* Exercise brief
For the word "Arragon", count the lines below that contain it. Give the number alone.

* Data in this exercise
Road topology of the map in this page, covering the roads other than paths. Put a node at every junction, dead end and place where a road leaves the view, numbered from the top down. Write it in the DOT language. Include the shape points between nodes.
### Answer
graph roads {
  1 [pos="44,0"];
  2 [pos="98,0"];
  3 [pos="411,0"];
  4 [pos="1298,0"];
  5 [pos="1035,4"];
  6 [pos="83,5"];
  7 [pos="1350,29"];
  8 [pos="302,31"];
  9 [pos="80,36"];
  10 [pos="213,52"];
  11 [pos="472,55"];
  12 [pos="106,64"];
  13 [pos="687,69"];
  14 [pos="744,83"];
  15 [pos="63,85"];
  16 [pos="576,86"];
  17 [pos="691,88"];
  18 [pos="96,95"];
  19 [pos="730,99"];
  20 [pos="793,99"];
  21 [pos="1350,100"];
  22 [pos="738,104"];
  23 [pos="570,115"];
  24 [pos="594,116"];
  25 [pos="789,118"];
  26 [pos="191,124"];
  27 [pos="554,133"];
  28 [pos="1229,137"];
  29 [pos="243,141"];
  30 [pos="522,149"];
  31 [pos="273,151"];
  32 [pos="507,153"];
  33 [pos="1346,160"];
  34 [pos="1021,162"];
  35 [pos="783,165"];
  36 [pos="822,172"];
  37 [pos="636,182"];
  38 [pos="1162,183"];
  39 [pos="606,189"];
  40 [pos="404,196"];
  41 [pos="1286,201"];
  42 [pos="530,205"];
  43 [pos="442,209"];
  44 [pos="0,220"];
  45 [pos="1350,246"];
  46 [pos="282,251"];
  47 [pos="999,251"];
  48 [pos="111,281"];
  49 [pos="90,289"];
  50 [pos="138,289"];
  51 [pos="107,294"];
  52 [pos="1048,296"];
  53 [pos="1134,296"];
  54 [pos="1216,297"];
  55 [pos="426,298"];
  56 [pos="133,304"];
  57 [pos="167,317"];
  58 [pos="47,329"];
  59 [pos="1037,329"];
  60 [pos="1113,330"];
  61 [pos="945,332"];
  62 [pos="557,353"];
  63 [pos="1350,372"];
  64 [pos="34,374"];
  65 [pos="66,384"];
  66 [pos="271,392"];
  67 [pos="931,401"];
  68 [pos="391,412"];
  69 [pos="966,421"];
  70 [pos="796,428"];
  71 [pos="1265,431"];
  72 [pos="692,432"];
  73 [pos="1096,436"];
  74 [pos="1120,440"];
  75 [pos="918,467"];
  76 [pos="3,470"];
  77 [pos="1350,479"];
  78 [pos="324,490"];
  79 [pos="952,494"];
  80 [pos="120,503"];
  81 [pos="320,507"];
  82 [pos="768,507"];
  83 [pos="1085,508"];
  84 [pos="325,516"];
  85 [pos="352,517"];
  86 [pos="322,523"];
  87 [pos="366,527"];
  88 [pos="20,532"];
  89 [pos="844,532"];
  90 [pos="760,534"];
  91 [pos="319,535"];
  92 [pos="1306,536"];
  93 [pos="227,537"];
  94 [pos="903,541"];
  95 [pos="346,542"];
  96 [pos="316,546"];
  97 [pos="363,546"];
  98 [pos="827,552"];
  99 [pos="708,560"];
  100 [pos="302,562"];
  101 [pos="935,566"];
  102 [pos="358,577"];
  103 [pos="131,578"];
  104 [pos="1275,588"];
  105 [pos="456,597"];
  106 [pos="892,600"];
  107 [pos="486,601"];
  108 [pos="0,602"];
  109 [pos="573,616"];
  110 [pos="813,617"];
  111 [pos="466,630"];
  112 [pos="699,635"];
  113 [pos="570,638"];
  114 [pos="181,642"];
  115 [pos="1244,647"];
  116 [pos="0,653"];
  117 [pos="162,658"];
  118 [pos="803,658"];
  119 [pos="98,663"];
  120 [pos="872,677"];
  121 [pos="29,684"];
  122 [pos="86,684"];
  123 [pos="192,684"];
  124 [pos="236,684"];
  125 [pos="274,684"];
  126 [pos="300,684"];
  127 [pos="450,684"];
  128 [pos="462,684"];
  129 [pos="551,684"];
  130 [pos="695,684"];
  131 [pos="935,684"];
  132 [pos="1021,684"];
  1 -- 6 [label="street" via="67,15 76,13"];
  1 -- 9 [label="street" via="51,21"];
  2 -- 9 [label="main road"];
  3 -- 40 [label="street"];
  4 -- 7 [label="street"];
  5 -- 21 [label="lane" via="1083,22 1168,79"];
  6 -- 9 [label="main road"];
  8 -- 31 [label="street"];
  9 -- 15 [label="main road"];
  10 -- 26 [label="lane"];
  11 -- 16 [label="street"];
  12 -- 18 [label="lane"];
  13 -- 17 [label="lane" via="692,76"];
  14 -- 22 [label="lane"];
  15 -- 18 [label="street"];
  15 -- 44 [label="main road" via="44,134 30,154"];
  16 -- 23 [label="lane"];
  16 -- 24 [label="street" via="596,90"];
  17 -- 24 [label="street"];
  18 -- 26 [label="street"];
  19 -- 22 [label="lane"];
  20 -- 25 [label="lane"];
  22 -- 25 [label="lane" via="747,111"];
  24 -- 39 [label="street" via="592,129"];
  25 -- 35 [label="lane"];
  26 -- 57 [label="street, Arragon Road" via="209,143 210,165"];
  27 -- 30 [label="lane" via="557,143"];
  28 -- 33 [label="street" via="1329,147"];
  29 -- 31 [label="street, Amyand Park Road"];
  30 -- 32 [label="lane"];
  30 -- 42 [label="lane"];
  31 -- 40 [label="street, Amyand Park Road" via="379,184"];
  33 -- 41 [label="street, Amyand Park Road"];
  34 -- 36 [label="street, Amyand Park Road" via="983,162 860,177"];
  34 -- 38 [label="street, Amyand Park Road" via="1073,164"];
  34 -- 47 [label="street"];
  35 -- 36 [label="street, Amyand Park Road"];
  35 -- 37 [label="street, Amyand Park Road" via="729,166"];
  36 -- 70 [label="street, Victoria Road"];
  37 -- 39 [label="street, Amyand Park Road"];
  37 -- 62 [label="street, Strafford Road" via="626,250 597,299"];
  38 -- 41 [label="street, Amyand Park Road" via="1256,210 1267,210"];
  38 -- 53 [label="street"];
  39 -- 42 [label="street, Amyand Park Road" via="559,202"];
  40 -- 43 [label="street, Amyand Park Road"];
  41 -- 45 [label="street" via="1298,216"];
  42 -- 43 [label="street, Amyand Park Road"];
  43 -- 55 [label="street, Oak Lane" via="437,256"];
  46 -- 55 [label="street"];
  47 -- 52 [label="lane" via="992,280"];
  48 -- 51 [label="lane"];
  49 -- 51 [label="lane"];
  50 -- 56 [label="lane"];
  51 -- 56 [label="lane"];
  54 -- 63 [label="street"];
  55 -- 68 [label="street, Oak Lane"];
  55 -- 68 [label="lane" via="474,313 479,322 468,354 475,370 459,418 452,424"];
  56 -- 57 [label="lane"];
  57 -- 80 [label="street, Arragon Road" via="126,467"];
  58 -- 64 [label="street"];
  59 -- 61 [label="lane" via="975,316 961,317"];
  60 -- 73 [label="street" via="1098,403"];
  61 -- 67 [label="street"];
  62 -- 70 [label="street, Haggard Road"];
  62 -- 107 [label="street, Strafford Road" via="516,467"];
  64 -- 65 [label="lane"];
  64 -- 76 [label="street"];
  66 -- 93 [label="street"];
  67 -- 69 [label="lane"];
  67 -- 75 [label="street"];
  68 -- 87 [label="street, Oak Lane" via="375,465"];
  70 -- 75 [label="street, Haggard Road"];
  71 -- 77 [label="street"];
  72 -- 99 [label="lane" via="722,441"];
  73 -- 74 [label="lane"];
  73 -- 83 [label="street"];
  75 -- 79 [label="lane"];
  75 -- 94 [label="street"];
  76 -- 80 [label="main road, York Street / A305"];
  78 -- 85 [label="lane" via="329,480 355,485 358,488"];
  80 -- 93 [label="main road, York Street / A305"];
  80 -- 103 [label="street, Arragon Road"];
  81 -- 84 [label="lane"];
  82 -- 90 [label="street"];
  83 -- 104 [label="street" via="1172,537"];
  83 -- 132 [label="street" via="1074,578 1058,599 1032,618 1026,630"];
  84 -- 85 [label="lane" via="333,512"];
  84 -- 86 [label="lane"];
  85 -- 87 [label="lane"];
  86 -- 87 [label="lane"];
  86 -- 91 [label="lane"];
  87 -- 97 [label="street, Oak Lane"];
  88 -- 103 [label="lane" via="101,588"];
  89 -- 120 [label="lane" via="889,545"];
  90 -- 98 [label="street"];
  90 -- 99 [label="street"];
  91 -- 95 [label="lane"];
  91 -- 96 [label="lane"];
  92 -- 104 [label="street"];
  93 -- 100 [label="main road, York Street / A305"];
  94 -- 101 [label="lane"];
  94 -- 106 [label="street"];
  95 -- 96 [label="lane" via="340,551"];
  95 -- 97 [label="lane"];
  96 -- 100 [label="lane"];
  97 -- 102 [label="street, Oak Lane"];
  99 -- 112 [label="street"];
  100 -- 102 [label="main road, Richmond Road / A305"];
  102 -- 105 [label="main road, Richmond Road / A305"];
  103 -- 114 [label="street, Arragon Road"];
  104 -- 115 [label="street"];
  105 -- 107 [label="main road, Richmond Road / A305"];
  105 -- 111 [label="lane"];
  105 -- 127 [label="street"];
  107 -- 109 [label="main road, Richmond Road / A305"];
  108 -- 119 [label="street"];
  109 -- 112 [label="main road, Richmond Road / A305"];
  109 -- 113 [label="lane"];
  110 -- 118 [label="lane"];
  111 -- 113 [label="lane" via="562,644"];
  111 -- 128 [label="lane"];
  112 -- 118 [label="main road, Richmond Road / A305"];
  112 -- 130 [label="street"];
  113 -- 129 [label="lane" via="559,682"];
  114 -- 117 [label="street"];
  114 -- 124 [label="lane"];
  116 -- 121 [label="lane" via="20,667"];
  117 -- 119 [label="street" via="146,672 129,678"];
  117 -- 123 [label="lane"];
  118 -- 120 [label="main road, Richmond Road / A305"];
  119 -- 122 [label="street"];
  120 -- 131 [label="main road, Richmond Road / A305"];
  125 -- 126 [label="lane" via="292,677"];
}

* Written response
4